REPUBLIKA.CO.ID, JAKARTA -- Sekretaris pribadi Dewie Yasin Limpo, Rinelda Bandaso menjalani sidang dengan agenda pembacaan dakwaan di Pengadilan Tindak Pidana Korupsi, Jalan Bungur Besar, Kemayoran, Jakarta, Senin (22/2).
Pada persidangan tersebut, Rinelda menjalani persidangan tanpa ada kuasa hukum yang mendampingi. Tidak adanya uang untuk membayar kuasa hukum menjadi alasan Rinelda menghadapi sidang tersebut sendirian.
"Membayar kuasa hukum kan mahal. Saya tidak punya uang untuk membayar kuasa hukum," kata Rinelda. Rinelda pun berencana meminta kuasa hukum kepada Komisi Pemberantasan Korupsi. "Nanti saya akan minta kepada KPK," ucap Rinelda.
Pada persidangan yang dipimpin Hakim Basir Siregar tersebut, Rinelda didakwa melakukan tindak pidana korupsi bersama dengan Anggota komisi VII DPR RI dari Partai Hanura, Dewie Yasin Limpo beserta staf ahli Dewi, Bambang Wahyuhadi berupa suap sebesar 177,700 Dollar Singapura.
Suap yang dimaksud adalah dalam usulan penganggaran proyek pembangunan infrastruktur Energi Terbarukan di Deiyai, Papua yang dilakukan oleh Kepala Dinas ESDM Kabupaten Deiyai, Papua I Irenius Adii dan Pemilik PT Abdi Bumi Cendrawasih, Setiadi Yusuf.

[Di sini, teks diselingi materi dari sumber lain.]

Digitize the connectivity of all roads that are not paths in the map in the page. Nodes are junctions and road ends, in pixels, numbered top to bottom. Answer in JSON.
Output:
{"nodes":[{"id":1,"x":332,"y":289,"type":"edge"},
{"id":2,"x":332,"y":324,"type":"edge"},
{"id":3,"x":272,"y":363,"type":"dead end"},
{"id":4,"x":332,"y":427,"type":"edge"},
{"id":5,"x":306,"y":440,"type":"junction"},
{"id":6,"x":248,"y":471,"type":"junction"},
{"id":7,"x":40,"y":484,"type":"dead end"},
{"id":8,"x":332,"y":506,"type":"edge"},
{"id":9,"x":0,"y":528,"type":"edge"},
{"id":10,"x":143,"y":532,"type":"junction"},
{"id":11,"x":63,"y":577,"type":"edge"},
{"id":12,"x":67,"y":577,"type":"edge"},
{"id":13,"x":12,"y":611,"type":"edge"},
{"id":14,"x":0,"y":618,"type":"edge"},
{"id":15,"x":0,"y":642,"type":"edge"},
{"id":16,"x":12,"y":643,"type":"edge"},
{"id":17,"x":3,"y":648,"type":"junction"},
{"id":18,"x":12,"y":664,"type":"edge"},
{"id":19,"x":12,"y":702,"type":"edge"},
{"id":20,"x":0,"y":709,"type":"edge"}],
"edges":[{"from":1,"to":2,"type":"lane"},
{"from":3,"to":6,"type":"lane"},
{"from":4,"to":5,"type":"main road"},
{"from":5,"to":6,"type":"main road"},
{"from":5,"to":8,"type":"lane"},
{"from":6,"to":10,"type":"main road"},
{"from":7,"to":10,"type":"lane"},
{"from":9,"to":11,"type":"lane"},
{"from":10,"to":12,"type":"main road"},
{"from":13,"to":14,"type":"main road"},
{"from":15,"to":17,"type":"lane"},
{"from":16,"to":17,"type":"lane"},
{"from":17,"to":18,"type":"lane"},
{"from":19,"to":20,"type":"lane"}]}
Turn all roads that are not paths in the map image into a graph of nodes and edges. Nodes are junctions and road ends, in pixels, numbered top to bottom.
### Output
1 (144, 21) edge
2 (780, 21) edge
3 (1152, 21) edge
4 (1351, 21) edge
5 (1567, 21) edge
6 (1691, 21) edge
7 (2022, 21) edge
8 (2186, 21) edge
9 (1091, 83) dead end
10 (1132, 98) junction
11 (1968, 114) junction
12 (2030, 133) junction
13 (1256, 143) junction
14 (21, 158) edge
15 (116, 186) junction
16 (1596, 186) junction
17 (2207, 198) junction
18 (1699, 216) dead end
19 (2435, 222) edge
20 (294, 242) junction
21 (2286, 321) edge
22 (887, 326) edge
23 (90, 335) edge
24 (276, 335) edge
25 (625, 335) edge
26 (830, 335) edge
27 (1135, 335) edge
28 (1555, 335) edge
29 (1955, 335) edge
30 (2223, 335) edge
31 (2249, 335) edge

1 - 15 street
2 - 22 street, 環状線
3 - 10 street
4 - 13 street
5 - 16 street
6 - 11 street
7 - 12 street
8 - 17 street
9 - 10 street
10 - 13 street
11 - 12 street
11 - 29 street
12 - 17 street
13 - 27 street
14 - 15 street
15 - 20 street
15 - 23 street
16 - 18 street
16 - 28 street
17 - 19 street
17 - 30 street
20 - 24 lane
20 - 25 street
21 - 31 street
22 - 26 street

"Terdakwa (Rinelda) telah secara bersama-sama dengan terdakwa Dewi Yasin Limpo dan terdakwa Bambang Wahyuhadi menerima suap sebesar 177,700 Dollar Singapura," kata Jaksa Penuntut Umum (JPU) dari KPK, Amir Nurdiyanto.
Dalam kasus tersebut, Rinelda menjadi perantara penerimaan uang suap kepada Dewi Yasin Limpo dari Irenius Adii dan Setiadi Yusuf. Uang suap yang diterima Dewi dimaksudkan agar dapat mengupayakan anggaran dari pemerintah pusat untuk pembangunan pembangkit listrik di Kabupaten Deiyai.
Uang suap yang diterima Dewi digunakan untuk melicinkan pembahasan anggaran proyek pembangkit listrik di Bumi Cendrawasih. Anggaran dibahas oleh DPR dan Kementerian ESDM selaku mitra kerja Komisi Energi.
Atas perbuatannya tersebut, Rinelda dijerat pasal 12 huruf a atau pasal 11 UU No 31 tahun 1999 sebagaimana diubah dengan UU No 20 tahun 2001 tentang Pemberantasan Tindak Pidana Korupsi Jo pasal 64 ayat 1 KUHP dengan hukuman maksimal 20 tahun penjara dan denda paling banyak Rp 1 miliar.